Erosion and sedimentation are natural processes that move material from one place and deposit it onto another. It is the process that both builds beaches and clogs up waterways. Dredging is the mechanical process humans employ (primarily the Army Corps of Engineers, or their contractors in the United States) to manage sediment, utilized to make waterways deeper and safer for navigation. According to Neeraj Bhatia’s, Expanding Dredge Geologics, “The movement and management of sediment is arguably the largest continuous project of spatial manipulation on the planet.”
The complex system of gathering, transporting, and disposal of sediment is the subject of the Dredge Research Collaborative and the Dredge Fests symposiums that have been occurring in cities around the United States, most recently in San Francisco. The focus of the Dredge Research Collaborative is to explore beneficial uses for sediment to benefit coastal ecologies and help protect coastal communities from the impacts of sea level rise.
Having lived in Louisiana during Hurricane Katrina and studying the complex hydrological cause-and-effect of dredging practices — like how maintaining and deepening navigational canals amplified land loss and created efficient paths for the tidal surge waters that inundated New Orleans — I became aware of the urgent need for strategies to harness the beneficial use of dredge material (See:Sea Change: Urban Design and the Global Challenge of Vulnerable Coastal Cities”).
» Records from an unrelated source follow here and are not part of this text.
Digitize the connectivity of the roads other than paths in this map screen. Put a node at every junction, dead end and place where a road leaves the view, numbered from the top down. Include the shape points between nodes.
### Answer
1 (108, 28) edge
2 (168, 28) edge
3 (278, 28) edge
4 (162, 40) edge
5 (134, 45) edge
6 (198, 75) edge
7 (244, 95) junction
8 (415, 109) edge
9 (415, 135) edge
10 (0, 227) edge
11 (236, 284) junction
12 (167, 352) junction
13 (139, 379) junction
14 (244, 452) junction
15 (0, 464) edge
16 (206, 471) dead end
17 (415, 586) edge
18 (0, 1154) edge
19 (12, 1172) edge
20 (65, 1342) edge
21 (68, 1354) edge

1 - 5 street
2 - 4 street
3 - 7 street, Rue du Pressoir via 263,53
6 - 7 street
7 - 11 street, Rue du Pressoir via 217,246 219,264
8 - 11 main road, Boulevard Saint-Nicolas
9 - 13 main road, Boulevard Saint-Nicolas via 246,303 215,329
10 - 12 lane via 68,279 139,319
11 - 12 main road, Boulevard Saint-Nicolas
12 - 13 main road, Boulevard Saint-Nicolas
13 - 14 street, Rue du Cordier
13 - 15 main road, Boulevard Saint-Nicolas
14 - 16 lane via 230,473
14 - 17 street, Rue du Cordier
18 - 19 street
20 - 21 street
This past year, Congress approved $1.2 billion for dredging and other maintence at the Ports of Long Beach and Los Angeles. This is a critical time for landscape architects, scientists, and engineers to put our minds together and push for a dredging strategy that positions this sediment as a resource – a sediment management practice focusing on environmental health, creating topsoil, aquaculture facilities, beach nourishment, and habitat restoration, all while performing the explicit intent of funding to enable the ports to operate more efficiently.